3.1. Shard an iterable dataset by worker

[ ]:
class CountingDataset(IterableDataset):
    def __iter__(self):
        info = get_worker_info()
        if info is None:
            start, step = 0, 1
        else:
            start, step = info.id, info.num_workers
        for value in range(start, 12, step):
            yield torch.tensor([value], dtype=torch.float32)

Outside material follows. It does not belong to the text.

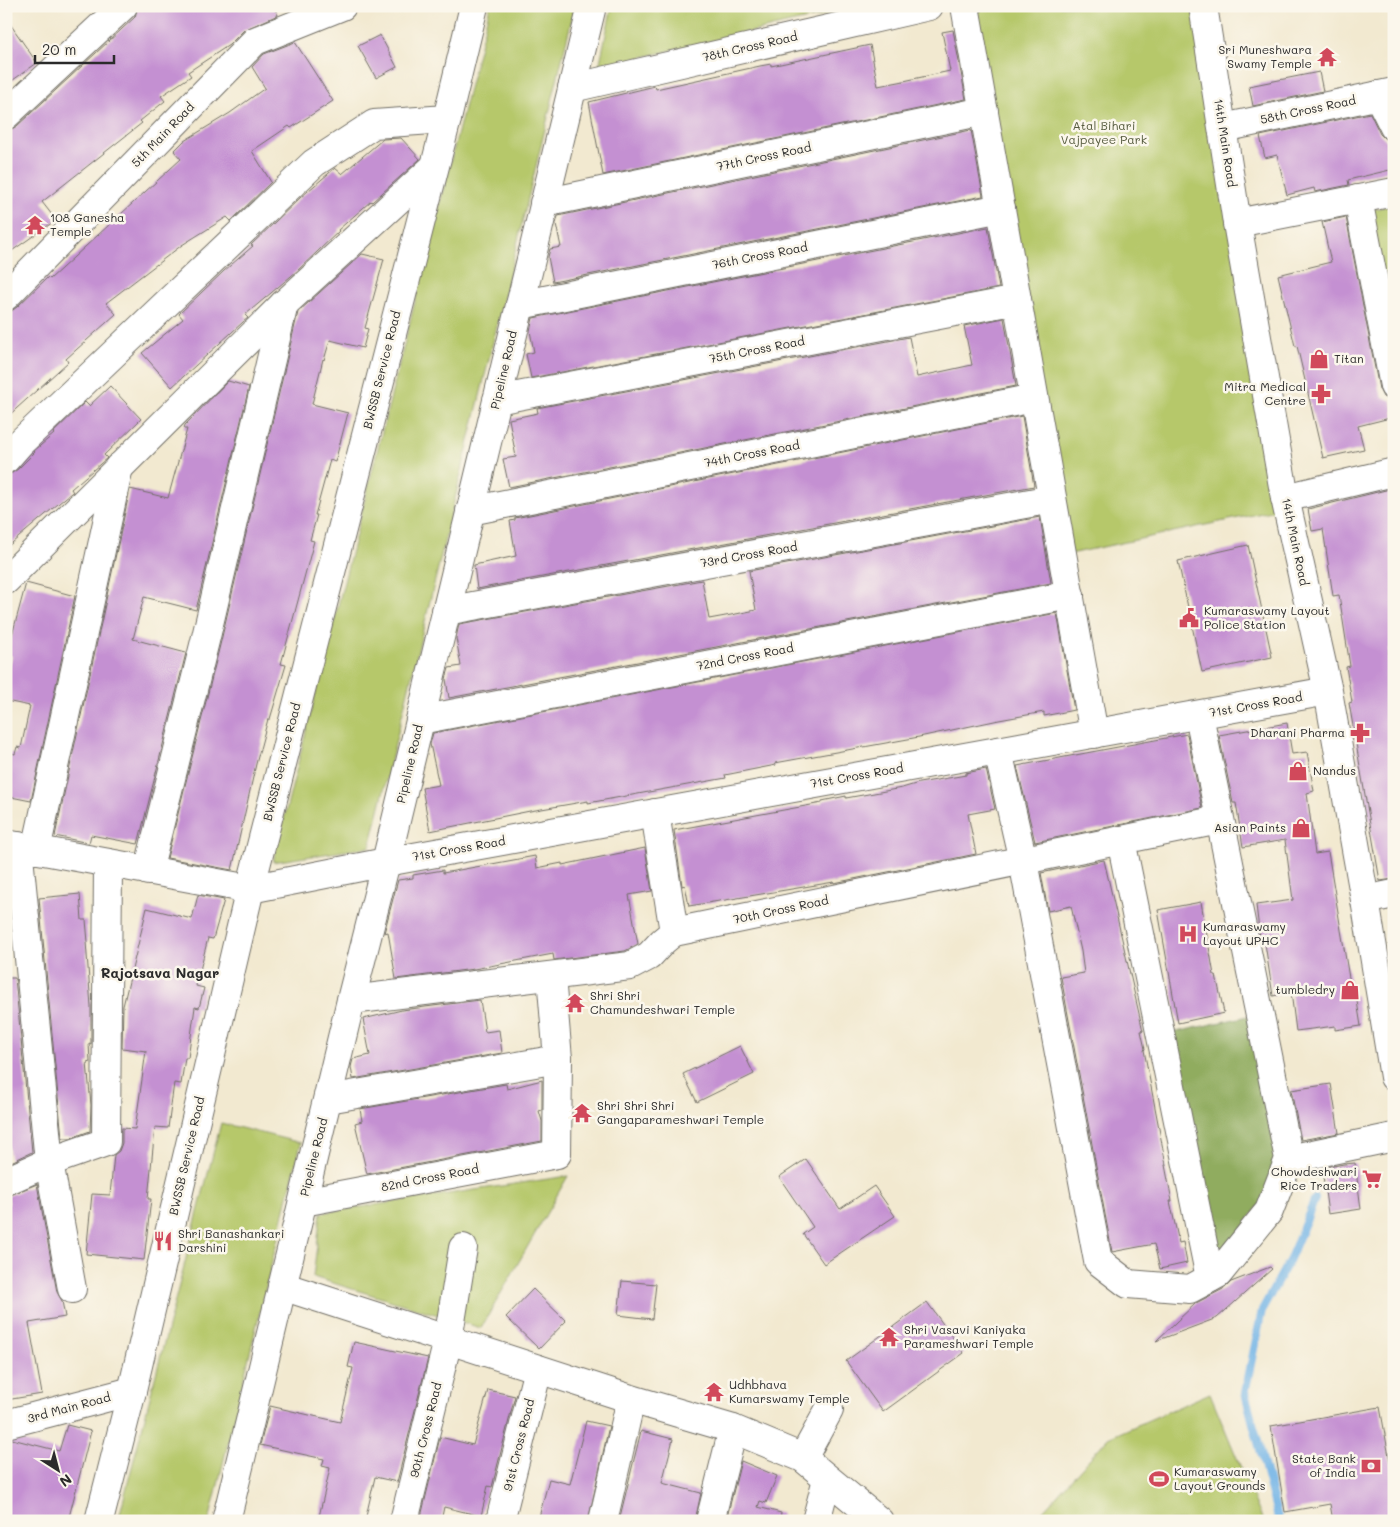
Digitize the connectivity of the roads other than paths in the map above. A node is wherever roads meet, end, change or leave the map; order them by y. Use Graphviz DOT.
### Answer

loader = DataLoader(CountingDataset(), batch_size=2, num_workers=0)
batches = list(itertools.islice(loader, 3))
print([batch.squeeze(1).tolist() for batch in batches])
assert sum(batch.numel() for batch in batches) == 6

3.2. Worker seeding

Use a worker-init function so random transforms differ across workers while staying reproducible for a fixed global seed.

[ ]:
def seed_worker(worker_id):
    seed = 1234 + worker_id
    random.seed(seed)
    np.random.seed(seed)
    torch.manual_seed(seed)

seed_worker(0)
sample_a = (random.random(), float(np.random.rand()), float(torch.rand(1)))
seed_worker(0)
sample_b = (random.random(), float(np.random.rand()), float(torch.rand(1)))
print(sample_a)
assert sample_a == sample_b